Johann Christian Gerning

Frankfurter Handelsmann und Bankier

Johann Christian Gerning (* 1745 in Frankfurt am Main; † 1802) war ein Frankfurter Handelsmann und Bankier, der Insekten und Frankofurtensien sammelte.

Johann Heinrich Wicker: Porträt Johann Christian Gernings, 1778

Lebenslauf

Bearbeiten

Gerning besaß wie viele wohlhabende Frankfurter des 18. Jahrhunderts eine Kunst- und Naturaliensammlung. Sie diente nicht alleine der Bildung und Erbauung, der Unterhaltung und dem Genuss, sondern wurde auch gezielt eingesetzt, um den gesellschaftlichen Anspruch zu demonstrieren und die soziale Stellung in der Frankfurter Stadtgesellschaft zu verbessern. Die Familie Gerning lebte erst seit einer Generation in Frankfurt. Sein Vater Peter Florens Gerning stammte aus Bielefeld und hatte nach seiner Ausbildung in Frankfurt 1732 das Bürgerrecht in der Reichsstadt beantragt, weil er gemerkt hatte, »wie groß der Unterschied seye, unter einem Souverain und in einer Republique bürgerlich zu leben«. Nach seiner Heirat mit Anna Elisabetha Schedel erwarb er 1741 das Haus »Zum großen Lindenfels« in der Schnurgasse (Lit.
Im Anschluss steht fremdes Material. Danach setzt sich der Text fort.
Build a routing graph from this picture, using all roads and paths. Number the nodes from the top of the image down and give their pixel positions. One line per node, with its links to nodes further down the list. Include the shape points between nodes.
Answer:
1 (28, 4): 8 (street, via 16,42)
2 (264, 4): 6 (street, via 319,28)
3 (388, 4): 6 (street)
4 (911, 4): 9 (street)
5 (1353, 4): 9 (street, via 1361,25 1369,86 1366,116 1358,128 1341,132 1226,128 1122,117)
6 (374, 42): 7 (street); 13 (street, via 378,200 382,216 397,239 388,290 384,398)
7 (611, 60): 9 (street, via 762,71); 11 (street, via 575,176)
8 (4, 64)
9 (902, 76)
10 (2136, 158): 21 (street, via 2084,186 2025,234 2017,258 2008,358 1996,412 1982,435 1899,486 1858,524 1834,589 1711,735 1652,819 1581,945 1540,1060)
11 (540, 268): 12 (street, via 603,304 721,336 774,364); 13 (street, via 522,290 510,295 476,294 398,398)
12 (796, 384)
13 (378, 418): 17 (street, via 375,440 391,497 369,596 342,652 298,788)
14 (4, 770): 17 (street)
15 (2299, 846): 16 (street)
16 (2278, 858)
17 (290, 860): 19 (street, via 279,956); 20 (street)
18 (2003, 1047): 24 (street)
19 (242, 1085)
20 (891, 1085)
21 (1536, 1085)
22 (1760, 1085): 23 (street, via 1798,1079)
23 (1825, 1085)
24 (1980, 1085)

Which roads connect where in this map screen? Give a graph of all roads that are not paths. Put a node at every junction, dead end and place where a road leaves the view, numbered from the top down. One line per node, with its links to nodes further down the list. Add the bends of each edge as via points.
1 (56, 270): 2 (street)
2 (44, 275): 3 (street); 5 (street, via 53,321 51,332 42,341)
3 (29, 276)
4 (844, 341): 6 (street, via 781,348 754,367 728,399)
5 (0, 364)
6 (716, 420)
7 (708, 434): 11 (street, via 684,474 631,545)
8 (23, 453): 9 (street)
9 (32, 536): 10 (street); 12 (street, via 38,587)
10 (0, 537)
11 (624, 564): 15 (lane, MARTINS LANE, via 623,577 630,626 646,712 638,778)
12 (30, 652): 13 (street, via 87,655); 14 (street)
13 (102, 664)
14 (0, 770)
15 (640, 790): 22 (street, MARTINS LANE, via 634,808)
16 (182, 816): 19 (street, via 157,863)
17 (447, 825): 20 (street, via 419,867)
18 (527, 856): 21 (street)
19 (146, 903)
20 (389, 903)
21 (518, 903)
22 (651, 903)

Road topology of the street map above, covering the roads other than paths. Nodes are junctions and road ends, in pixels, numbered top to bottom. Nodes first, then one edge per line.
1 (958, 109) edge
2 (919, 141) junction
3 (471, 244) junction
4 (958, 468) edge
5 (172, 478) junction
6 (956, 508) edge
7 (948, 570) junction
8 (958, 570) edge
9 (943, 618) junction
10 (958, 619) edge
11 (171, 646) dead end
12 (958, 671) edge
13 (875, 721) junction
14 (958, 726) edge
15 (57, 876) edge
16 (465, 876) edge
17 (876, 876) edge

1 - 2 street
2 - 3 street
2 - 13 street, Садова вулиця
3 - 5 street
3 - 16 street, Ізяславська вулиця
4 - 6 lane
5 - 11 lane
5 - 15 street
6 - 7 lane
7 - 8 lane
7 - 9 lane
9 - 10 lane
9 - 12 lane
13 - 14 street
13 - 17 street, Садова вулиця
G. Nr. 73). Dort wuchs der 1745 geborene Johann Christian als einziges Kind auf. Im Todesjahr des Vaters 1764 schickten ihn die beiden bestellten Vormünder zur Lehre in die Schweiz, die er mit großem Widerwillen beim Handelshaus Gemuseus in Basel und bei Morel & Bertrand in Bern absolvierte. Zurück in Frankfurt heiratete er 1767 Maria Magdalena Moors, die Tochter des Schöffen und späteren Stadtschultheißen Johann Isaak Moors. Im gleichen Jahr wurde der einzige Sohn Johann Isaak geboren. Das Haus in der Schnurgasse ließ Gerning 1770 nach Plänen des Stuckateurs Christian Benjamin Rauschner modernisieren; 1787 verkaufte er es und zog an den gesellschaftlich angeseheneren Roßmarkt, wo er ein Gebäude »Am Salzhaus« erwarb. Dort beherbergte er anlässlich der Kaiserkrönung von 1790 den König von Neapel, Ferdinand IV. von Bourbon, und seine Gemahlin Königin Maria Carolina, eine Tochter Maria Theresias, und zur Kaiserkrönung 1792 den Fürsten von Esterházy. Johann Christian Gerning starb 1802 im Alter von 57 Jahren am Schlagfluss. Im Jahr 1789 wurde Gerning zum Mitglied der Leopoldina gewählt.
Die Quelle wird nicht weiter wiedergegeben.